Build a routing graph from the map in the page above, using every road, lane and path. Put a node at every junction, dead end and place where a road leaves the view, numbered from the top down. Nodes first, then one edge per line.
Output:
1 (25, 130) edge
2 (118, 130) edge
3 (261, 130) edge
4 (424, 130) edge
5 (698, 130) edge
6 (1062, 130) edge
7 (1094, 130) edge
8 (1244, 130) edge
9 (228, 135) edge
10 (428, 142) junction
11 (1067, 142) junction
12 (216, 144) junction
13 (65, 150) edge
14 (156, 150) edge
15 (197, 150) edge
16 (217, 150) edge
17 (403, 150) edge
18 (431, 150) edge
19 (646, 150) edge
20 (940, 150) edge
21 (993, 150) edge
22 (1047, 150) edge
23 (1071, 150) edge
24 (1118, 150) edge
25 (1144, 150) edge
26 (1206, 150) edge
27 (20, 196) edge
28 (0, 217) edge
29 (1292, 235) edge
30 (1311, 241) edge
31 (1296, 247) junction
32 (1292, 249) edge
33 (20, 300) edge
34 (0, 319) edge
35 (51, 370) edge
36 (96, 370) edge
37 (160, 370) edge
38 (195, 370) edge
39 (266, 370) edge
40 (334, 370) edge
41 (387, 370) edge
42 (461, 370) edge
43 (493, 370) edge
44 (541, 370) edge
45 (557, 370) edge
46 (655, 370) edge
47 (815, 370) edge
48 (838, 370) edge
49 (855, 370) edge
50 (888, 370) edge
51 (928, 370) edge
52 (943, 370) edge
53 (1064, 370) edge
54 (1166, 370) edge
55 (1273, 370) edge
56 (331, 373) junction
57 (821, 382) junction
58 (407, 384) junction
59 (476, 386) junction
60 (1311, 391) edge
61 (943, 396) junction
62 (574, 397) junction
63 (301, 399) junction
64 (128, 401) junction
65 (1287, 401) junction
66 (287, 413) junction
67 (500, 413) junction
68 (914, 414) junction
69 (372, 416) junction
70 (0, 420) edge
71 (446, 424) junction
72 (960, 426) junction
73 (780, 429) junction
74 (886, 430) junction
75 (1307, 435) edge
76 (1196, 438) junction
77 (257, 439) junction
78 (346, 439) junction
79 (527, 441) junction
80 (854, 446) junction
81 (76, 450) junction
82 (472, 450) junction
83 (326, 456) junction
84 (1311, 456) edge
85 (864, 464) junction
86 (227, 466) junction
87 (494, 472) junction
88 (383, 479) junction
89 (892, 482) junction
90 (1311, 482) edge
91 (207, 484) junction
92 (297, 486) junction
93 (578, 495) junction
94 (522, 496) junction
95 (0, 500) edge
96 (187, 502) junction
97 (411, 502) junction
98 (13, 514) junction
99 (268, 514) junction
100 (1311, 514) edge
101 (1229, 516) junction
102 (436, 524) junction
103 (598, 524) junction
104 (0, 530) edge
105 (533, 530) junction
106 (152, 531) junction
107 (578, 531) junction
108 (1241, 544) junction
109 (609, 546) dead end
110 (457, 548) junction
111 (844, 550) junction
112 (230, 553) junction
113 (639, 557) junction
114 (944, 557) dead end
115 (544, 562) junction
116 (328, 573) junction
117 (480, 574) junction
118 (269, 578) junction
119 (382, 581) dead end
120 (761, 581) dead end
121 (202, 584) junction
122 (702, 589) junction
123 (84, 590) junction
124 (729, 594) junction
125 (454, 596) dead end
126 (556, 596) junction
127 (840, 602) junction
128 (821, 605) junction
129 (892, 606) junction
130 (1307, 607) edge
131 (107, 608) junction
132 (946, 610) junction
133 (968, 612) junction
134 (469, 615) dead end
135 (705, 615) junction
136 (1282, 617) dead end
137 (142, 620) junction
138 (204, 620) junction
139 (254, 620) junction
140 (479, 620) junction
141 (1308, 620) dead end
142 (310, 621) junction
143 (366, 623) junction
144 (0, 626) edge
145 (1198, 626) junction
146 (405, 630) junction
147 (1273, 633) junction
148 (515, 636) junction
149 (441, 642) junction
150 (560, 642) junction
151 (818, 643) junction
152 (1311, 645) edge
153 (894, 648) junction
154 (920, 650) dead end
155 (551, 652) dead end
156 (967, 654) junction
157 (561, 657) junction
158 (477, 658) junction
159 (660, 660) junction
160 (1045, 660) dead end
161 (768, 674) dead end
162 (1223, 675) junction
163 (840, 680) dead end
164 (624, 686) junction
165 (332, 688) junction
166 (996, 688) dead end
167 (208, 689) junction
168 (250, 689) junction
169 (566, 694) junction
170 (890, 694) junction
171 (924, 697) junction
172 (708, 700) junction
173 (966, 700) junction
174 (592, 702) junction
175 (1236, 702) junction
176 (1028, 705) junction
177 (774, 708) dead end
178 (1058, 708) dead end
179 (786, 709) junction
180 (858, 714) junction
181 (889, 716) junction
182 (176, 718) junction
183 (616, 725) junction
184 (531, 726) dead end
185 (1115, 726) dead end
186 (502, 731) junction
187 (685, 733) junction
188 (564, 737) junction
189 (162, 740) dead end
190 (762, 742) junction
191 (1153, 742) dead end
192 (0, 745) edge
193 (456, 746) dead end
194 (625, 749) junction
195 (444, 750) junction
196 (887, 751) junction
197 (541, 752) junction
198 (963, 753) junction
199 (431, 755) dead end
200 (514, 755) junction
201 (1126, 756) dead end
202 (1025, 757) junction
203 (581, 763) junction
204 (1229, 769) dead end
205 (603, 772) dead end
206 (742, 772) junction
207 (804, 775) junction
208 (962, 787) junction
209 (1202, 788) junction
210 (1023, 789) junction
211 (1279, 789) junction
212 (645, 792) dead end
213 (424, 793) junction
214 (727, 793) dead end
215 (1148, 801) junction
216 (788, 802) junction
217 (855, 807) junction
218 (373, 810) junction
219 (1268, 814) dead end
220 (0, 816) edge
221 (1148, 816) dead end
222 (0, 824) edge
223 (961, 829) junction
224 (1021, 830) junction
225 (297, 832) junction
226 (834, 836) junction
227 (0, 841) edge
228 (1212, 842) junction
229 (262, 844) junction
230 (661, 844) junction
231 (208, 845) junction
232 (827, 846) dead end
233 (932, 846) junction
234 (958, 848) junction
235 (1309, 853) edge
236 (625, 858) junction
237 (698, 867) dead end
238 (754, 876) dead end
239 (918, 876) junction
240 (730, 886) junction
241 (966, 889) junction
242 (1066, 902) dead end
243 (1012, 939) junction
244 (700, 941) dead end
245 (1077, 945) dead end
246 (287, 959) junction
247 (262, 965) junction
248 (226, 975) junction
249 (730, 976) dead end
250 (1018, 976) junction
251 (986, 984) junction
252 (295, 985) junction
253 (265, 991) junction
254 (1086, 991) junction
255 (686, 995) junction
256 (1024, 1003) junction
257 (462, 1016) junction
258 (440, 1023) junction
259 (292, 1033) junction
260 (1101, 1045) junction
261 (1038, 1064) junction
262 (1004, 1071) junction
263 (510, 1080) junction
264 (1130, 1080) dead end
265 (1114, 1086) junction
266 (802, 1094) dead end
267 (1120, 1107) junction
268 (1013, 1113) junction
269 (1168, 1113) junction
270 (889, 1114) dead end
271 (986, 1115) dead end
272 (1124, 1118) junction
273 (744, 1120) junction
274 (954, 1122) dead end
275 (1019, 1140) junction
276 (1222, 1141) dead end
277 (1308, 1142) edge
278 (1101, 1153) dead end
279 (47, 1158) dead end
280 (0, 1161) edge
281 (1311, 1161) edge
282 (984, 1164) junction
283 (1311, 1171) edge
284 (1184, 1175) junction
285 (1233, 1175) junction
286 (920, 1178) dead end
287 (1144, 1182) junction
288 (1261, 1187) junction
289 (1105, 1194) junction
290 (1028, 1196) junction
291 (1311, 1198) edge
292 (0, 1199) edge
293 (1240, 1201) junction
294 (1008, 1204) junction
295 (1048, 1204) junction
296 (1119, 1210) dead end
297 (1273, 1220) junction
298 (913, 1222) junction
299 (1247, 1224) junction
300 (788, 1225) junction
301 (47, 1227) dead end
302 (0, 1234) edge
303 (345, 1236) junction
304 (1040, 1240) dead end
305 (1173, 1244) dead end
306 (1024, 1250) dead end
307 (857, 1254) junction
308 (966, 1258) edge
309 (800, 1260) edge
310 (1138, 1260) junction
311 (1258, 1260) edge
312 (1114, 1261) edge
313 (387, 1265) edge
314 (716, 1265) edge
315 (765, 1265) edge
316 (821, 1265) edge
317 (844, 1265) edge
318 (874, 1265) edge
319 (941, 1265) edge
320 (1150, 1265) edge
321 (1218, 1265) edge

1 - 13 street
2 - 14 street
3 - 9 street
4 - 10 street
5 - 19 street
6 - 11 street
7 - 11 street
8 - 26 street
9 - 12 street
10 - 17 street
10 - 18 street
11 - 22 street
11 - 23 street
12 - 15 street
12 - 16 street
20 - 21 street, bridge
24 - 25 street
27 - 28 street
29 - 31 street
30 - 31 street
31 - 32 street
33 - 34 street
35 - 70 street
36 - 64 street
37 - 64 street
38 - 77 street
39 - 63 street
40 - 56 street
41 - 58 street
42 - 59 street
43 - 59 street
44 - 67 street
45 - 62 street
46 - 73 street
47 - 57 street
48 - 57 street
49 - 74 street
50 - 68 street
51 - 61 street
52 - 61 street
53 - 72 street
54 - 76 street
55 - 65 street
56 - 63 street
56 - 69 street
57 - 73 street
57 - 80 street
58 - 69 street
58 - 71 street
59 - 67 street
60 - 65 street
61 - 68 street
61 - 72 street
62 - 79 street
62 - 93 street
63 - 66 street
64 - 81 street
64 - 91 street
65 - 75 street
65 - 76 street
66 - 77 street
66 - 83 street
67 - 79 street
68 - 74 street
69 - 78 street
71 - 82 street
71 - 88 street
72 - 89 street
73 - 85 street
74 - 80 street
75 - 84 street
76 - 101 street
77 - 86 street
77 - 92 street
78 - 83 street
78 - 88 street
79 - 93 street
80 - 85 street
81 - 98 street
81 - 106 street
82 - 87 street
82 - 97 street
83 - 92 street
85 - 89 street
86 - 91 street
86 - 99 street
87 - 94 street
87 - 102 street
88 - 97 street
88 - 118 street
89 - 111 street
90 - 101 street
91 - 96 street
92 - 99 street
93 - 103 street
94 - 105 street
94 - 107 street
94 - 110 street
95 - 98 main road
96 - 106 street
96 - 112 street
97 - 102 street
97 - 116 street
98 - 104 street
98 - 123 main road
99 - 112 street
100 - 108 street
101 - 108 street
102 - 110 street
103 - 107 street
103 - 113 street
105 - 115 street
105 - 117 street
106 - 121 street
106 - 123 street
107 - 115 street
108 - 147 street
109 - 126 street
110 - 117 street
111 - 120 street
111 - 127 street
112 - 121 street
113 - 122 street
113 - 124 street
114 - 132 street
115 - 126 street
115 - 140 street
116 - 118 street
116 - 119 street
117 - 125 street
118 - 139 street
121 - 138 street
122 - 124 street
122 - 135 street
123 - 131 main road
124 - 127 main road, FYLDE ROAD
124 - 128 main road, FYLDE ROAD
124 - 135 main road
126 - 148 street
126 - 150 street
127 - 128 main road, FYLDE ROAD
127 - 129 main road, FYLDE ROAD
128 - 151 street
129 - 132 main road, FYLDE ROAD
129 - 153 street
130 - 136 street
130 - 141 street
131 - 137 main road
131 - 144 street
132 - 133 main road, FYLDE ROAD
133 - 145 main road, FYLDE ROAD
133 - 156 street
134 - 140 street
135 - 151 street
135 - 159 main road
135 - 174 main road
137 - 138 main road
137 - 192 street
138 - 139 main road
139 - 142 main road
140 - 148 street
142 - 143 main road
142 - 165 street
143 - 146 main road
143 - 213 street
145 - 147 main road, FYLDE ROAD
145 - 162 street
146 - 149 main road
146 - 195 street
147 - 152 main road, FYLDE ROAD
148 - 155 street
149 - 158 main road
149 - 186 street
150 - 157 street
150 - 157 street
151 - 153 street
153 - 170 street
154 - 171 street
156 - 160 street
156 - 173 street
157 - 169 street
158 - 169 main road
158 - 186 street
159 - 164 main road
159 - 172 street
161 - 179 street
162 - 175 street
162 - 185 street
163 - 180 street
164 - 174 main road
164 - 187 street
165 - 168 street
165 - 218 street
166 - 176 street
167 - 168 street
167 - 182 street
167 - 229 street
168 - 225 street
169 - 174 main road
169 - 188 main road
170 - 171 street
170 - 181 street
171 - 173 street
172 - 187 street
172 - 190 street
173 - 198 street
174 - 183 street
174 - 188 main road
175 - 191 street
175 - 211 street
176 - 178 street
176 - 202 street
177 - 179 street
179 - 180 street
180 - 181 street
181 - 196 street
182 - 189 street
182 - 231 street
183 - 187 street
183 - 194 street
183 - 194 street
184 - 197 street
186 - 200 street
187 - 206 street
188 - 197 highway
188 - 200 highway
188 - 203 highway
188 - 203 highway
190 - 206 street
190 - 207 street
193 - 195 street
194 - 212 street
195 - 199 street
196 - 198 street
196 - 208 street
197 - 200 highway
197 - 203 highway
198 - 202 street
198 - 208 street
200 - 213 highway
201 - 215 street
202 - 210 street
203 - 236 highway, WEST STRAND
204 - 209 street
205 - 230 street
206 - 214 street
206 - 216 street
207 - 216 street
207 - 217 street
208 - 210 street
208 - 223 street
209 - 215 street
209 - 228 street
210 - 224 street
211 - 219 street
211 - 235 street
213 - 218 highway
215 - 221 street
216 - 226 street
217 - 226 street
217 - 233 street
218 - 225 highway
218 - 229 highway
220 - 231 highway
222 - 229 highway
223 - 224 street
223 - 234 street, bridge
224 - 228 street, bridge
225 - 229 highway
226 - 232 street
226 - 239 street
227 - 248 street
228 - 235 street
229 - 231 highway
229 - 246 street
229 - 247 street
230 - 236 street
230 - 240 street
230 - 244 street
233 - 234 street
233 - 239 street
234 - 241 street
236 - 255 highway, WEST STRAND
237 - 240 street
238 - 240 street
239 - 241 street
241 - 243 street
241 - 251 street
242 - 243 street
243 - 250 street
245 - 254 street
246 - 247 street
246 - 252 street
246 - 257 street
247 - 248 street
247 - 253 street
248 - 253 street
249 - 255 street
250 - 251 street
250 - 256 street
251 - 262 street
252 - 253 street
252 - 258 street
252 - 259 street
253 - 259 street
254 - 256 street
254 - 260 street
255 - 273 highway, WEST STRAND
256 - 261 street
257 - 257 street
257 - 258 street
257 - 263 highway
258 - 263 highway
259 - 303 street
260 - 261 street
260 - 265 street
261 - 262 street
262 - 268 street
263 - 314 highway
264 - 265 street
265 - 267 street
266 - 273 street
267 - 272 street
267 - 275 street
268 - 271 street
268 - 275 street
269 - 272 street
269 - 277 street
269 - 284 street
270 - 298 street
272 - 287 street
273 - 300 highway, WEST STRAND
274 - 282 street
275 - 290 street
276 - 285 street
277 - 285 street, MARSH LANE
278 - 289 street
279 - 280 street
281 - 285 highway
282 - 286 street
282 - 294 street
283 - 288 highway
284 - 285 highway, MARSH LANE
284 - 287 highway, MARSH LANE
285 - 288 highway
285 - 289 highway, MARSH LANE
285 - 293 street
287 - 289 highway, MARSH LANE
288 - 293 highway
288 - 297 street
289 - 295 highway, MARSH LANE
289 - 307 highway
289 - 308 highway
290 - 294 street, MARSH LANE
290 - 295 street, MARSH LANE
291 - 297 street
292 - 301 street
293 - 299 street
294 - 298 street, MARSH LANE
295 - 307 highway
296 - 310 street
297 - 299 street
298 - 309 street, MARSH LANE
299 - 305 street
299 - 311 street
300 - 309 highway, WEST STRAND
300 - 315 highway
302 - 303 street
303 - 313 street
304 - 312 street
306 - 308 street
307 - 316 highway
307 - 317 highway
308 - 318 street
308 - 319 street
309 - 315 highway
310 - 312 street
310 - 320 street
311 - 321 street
============
# WHAT YOU HAVE TO DO
For this listing, copy out every line that includes the word "STRAND".

# SOLUTION TO THE EXERCISE
203 - 236 highway, WEST STRAND
236 - 255 highway, WEST STRAND
255 - 273 highway, WEST STRAND
273 - 300 highway, WEST STRAND
300 - 309 highway, WEST STRAND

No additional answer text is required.